I believe the original question is not whether a module is enabled or not but whether an enabled module is actually being used *at all.* It's up to the site builder to pay attention and know the purposes of each enabled. To me this seems like is an administrative issue, rather than a technical issue. On Sun, Jan 9, 2011 at 11:26 AM, Cameron Eagans <cweagans@gmail.com> wrote:
I don't think you'd even need a module to do this. You can get a list of currently used modules by doing:
SELECT name FROM system WHERE type='module' AND status='1';
You could likely write a quick script to compare the list returned by that SQL statement to your modules list.
Thanks, Cameron
On Sun, Jan 9, 2011 at 12:04, James Benstead <james.benstead@gmail.com>wrote:
Originally posted to http://drupal.org/node/1017416:
I have a list of 60+ modules that I download, via drush, to each new
Drupal site that I build. I then enable whatever modules are needed for the specific site I'm working on as I carry out the build.
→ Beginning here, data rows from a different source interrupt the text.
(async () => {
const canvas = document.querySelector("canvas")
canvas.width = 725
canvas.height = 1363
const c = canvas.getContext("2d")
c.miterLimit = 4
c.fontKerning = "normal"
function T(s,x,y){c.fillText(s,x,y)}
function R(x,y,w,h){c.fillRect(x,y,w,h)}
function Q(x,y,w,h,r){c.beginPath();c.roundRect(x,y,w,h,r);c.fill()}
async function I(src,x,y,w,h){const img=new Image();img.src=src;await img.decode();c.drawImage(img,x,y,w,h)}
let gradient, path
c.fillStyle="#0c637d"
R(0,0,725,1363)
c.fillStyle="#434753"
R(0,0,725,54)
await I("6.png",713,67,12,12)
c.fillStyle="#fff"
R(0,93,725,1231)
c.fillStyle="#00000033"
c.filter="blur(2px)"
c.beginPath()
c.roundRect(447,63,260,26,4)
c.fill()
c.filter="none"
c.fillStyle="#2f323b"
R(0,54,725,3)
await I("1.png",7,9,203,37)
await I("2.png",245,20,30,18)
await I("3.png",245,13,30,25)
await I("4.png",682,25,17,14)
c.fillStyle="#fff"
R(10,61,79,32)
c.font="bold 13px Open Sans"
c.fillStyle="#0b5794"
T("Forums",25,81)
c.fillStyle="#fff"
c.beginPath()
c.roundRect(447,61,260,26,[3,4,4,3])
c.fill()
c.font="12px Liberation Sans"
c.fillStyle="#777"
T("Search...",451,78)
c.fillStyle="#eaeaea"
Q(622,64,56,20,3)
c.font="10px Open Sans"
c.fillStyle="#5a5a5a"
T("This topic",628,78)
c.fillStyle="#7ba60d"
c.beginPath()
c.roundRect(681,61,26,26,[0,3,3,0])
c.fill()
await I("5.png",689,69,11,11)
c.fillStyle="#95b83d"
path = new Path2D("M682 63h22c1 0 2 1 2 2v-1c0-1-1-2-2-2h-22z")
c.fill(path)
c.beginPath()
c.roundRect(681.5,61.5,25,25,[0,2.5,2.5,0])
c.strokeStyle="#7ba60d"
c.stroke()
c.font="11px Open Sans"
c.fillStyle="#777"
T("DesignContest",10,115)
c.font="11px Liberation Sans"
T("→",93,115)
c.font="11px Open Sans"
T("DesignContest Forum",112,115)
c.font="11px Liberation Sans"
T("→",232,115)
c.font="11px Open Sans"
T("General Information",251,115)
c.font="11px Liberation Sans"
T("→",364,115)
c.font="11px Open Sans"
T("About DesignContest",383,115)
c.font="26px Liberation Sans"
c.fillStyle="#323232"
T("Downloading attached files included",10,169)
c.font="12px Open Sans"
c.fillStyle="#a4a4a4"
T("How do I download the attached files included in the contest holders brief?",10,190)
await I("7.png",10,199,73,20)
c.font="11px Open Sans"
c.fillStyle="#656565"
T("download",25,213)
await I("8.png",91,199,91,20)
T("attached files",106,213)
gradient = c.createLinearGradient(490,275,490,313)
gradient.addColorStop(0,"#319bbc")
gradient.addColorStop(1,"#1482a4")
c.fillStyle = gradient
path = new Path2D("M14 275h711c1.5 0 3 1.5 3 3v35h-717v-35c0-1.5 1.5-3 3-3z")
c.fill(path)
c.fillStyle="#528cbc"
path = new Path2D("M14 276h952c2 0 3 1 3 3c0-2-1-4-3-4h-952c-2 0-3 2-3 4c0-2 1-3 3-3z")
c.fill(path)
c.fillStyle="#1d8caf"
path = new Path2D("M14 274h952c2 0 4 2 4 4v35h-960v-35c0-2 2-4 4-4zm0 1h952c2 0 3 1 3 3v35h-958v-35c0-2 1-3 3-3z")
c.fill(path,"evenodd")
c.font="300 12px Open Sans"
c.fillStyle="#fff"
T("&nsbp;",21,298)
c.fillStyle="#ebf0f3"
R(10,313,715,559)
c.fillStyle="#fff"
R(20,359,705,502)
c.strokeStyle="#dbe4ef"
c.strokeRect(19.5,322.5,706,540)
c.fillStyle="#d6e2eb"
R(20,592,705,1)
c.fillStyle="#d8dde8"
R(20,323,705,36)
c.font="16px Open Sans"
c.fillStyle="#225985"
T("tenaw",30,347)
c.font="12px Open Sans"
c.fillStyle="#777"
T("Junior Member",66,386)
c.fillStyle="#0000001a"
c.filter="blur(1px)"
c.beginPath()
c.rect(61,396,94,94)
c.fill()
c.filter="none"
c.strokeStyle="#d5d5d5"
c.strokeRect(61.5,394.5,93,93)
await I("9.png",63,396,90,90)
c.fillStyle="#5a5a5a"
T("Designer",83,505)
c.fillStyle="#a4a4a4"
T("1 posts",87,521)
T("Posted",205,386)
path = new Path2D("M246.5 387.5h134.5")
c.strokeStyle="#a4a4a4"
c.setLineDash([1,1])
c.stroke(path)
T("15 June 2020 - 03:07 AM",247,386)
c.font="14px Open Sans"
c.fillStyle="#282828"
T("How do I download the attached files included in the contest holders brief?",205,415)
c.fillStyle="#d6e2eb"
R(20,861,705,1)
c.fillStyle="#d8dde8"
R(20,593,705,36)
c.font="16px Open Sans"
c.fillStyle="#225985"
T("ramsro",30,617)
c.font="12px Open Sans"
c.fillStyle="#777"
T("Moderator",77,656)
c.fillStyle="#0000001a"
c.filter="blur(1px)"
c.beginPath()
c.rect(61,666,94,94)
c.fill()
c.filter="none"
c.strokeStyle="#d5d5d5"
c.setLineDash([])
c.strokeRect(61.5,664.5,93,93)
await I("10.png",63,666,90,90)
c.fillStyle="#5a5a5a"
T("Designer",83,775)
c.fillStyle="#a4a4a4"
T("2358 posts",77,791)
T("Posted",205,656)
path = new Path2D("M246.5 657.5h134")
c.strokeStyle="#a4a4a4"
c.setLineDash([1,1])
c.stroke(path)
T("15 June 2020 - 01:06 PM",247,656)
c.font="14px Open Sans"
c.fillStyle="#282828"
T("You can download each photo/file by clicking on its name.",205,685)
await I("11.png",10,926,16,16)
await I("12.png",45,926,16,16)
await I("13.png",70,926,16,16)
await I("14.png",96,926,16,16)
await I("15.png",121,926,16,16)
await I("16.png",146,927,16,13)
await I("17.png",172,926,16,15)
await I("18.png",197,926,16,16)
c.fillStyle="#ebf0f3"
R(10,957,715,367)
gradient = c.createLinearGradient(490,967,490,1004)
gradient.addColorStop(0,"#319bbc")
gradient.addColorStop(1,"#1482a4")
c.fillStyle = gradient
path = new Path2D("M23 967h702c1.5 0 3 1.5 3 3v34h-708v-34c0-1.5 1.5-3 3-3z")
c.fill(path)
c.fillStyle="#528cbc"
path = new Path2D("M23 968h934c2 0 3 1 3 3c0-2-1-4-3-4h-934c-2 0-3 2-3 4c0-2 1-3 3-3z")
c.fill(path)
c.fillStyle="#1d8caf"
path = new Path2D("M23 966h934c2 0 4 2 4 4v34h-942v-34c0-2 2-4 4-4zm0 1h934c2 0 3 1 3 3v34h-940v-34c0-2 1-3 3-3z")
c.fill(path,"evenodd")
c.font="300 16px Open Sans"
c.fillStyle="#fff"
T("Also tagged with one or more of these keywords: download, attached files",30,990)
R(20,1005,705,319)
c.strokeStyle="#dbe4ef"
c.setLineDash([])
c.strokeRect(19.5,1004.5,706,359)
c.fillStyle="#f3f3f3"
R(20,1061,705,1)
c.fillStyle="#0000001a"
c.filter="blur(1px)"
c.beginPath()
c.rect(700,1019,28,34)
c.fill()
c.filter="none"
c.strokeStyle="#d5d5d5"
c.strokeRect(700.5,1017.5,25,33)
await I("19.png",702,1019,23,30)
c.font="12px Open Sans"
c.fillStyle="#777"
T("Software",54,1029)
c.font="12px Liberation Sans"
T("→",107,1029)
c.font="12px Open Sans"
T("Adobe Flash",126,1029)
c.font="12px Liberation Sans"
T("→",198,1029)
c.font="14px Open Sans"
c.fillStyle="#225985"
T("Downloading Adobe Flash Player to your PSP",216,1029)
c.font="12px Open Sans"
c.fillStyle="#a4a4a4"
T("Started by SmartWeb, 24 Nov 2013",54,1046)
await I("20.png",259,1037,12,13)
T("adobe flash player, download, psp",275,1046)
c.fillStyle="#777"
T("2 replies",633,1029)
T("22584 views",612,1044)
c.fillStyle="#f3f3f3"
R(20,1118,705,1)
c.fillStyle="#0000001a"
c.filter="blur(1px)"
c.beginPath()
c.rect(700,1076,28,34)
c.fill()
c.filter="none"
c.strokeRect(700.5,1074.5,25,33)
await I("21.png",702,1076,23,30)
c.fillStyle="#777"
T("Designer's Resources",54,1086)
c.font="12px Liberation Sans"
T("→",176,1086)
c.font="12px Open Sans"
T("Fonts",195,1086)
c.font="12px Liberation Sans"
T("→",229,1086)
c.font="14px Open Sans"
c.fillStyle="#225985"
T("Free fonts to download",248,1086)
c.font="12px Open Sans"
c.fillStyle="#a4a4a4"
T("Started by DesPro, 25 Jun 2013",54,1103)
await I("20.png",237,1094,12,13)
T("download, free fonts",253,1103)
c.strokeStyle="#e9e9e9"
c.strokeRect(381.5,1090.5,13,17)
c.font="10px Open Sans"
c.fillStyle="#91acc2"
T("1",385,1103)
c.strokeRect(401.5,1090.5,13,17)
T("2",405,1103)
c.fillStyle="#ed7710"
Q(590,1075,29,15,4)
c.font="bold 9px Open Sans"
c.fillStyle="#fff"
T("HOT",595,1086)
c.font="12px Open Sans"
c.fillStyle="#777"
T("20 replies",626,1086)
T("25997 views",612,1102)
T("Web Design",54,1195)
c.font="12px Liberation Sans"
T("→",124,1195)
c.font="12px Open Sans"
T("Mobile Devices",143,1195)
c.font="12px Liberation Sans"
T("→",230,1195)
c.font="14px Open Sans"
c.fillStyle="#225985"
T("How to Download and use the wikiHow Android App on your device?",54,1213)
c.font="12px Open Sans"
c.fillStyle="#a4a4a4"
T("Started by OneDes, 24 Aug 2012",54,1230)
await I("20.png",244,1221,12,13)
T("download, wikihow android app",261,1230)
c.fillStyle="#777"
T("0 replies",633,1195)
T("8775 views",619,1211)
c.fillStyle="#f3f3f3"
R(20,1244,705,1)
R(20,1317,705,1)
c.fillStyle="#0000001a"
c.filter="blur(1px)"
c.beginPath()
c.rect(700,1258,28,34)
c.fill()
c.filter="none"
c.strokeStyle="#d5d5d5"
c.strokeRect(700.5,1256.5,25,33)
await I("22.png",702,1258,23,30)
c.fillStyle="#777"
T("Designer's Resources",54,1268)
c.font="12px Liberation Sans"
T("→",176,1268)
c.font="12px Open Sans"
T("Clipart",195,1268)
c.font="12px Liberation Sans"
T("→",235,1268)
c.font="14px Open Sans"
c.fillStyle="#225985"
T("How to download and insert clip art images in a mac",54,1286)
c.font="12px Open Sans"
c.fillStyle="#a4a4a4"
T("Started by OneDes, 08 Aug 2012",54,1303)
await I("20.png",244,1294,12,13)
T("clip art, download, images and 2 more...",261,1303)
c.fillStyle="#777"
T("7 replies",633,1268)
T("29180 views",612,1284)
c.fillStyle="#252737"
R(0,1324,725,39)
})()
This means that once the site is launched, there may be modules that are not being called by Drupal core but that are still enabled and/or installed.
Is there an automated way - a specific module, for example - that will tell me which of the modules that are enabled on a site are being called by Drupal core?
Secondly, is there any performance implication for having lots of modules installed on a site if they are not enabled?
The answer to the second question seems to be "no". And It doesn't seem that such a module does exist - would it be technically possible to write this module for D6?